Acegi(十): securityContextHolderAwareRequestFilter结

     在Acegi(八) 和Acegi(九) 里, 我们对securityContextHolderAwareRequestFilter有了个较为全面的剖析.在这篇做个小结, 也把一些漏落补上.
    
    在上两篇里,我们实际上是介绍了三个类: SecurityContextHolderAwareRequestFilter、 SecurityContextHolderAwareRequestWrapper和SavedRequestAwareWrapper(及由些想到的 SavedRequest). 现在我们回过头再看时,对它们之间也有了个更清醒的了认识: Acegi通过这个SecurityContextHolderAwareRequestFilter把Request给Wrap下, 而这个wrapper就是SecurityContextHolderAwareRequestWrapper或 SavedRequestAwareWrapper. SavedRequestAwareWrapper继承自SecurityContextHolderAwareRequestWrapper类.

    我们再看在Acegi(八)配置,          

 

<bean id="securityContextHolderAwareRequestFilter"
        class="org.acegisecurity.wrapper.SecurityContextHolderAwareRequestFilter" />

 

    通过这个配置, securityContextHolderAwareRequestFilter实际上用SavedRequestAwareWrapper来包装Acegi拦截下来的Request. 这是怎么回事? 配置中没体现出来呀. 看源码,发现原来SavedRequestAwareWrapper是通过" Class wrapperClass = SavedRequestAwareWrapper.class; "这个属性写死的. 这样默认情况下, securityContextHolderAwareRequestFilter就可以直接用了. 那怎么换呢? 有一个方法setWrapperClass,通过它可以替换究竟用哪个wrapper了. (这里又有一个问题了, 在Spring的配置文件中,用property标签设置 wrapperClass时,value里应该是一个String类型的,那怎么转成Class类型的呢? ).
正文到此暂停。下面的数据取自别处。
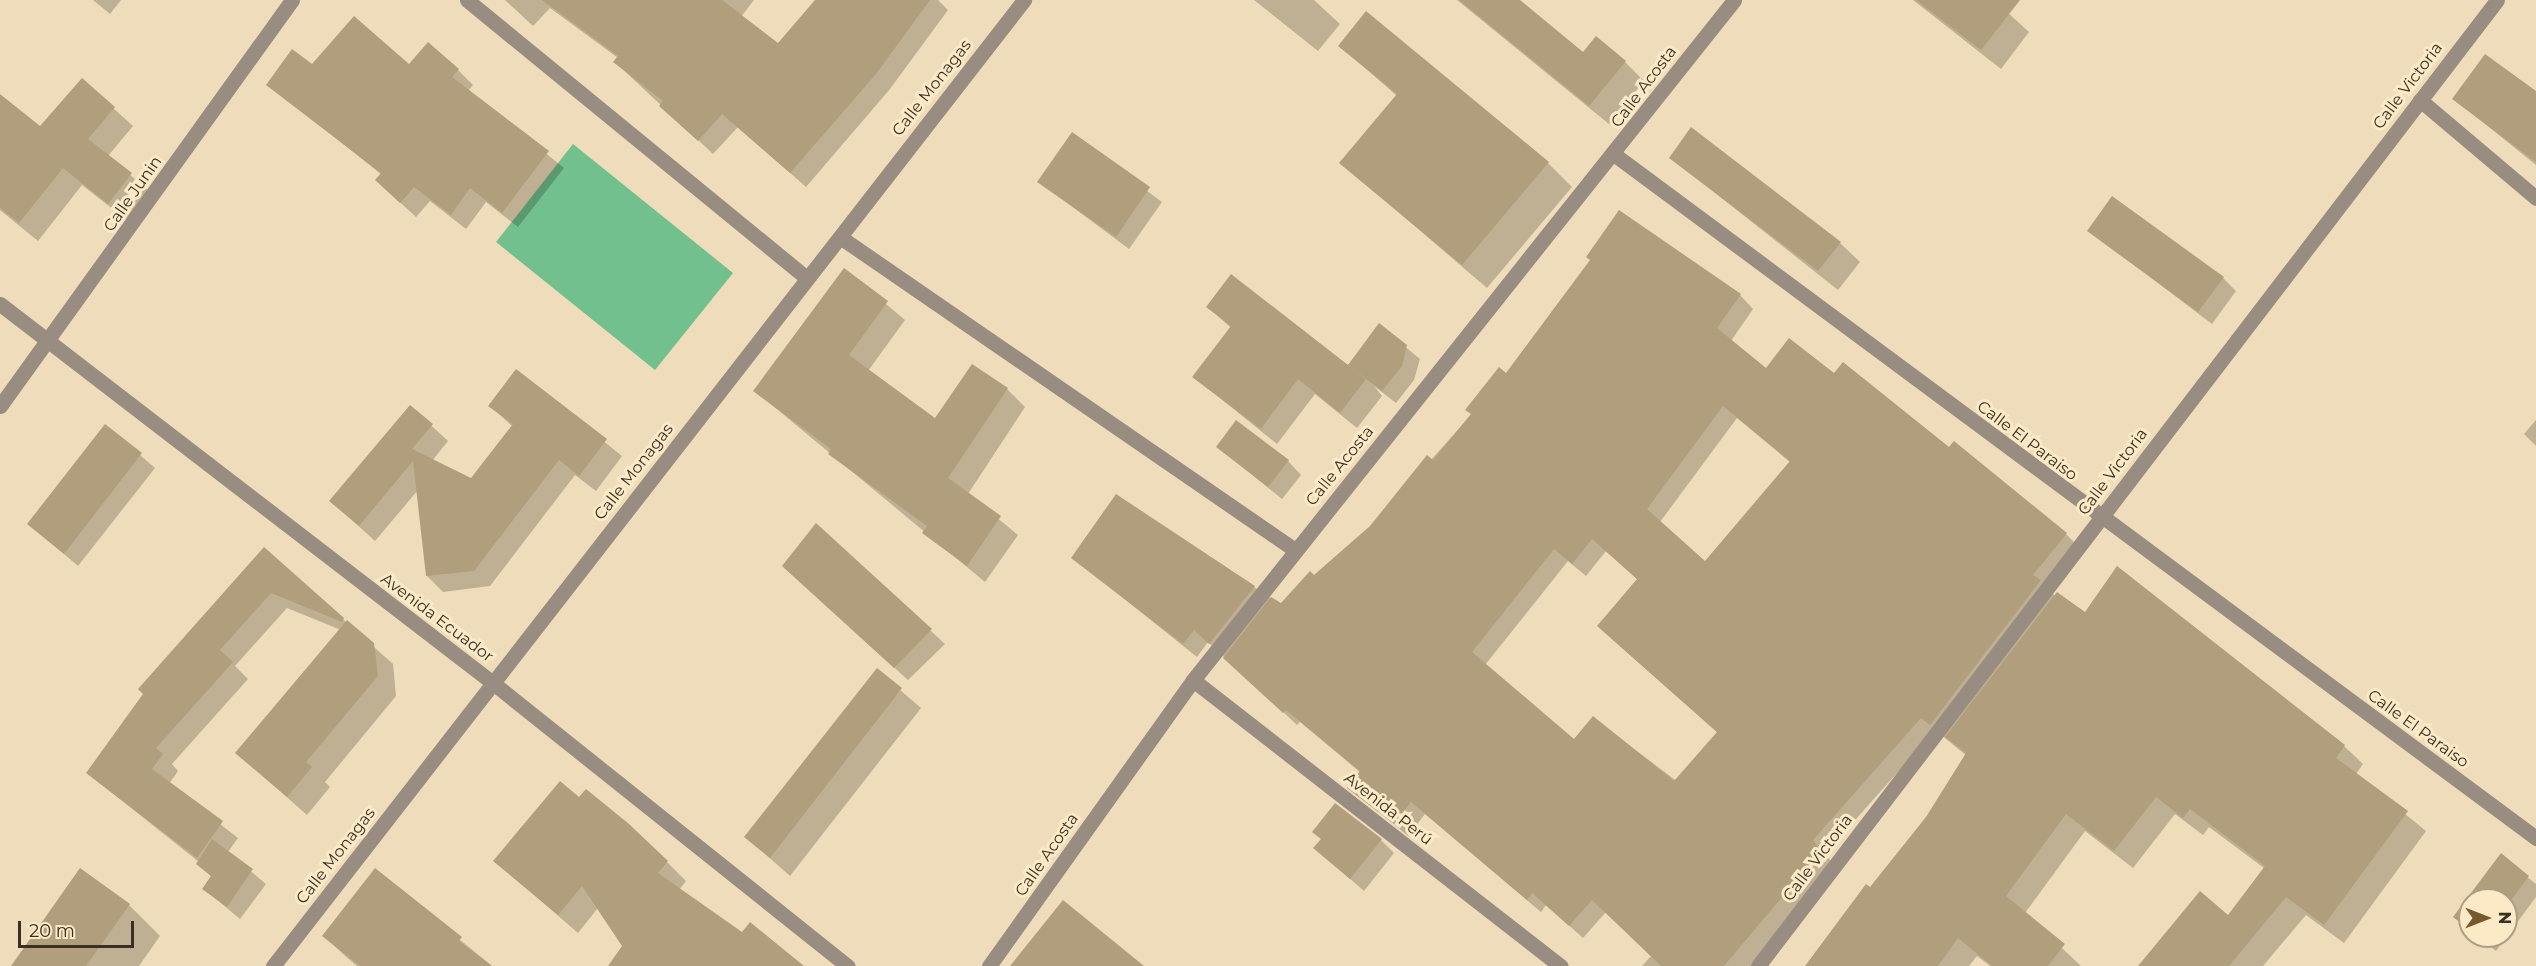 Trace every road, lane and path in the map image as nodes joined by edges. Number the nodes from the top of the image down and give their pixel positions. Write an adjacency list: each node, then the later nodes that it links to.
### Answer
1 (292, 0): 12 (street, Calle Junin)
2 (467, 0): 10 (street)
3 (1024, 0): 9 (street, Calle Monagas)
4 (1734, 0): 7 (street, Calle Acosta)
5 (2497, 0): 6 (street, Calle Victoria)
6 (2420, 100): 8 (street); 14 (street, Calle Victoria)
7 (1615, 155): 14 (street, Calle El Paraiso); 15 (street, Calle Acosta)
8 (2536, 198)
9 (840, 237): 10 (street, Calle Monagas); 15 (street)
10 (807, 278): 17 (street, Calle Monagas)
11 (0, 304): 12 (street, Avenida Ecuador)
12 (50, 343): 13 (street, Calle Junin); 17 (street, Avenida Ecuador)
13 (0, 406)
14 (2100, 518): 18 (street, Calle El Paraiso); 23 (street, Calle Victoria)
15 (1295, 550): 16 (street, Calle Acosta)
16 (1193, 680): 21 (street, Calle Acosta); 22 (street, Avenida Perú)
17 (493, 683): 19 (street, Calle Monagas); 20 (street, Avenida Ecuador)
18 (2536, 838)
19 (273, 966)
20 (848, 966)
21 (990, 966)
22 (1561, 966)
23 (1758, 966)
    再看 securityContextHolderAwareRequestFilter类的文档, 发现,我们可以来自己的实现类来设置wrapperClass. 那自已定制的类又有什么特殊的要求呢?有, 自己定制的类就是要有一个公共的构造方法, 这个公共方法得接受两个参数: HttpServletRequest和 PortResolver. 当然定制的类是要继承 HttpServletRequestWrapper类 或实现 HttpServletRequest接口.

    -------------------------------
    至此, 对 securityContextHolderAwareRequestFilter介绍告一段落了. 下面说下在此过程中发现的一个Filter,即HttpRequestIntegrationFilter. 看名字好像能看出点什么来, 文档介绍是这样的:"Populates SecurityContext with the Authentication obtained from the container's HttpServletRequest.getUserPrincipal()". 也就是说通过这个filter把Web(或应用服务器)容器里传来的Security信息传给Acegi放到 SecurityContext中.
    通过这个Filter, Acegi可以跟Java里的标准JAAS结合,或像Tomcat自身的Security管理信息? 还没见过, 以后留意.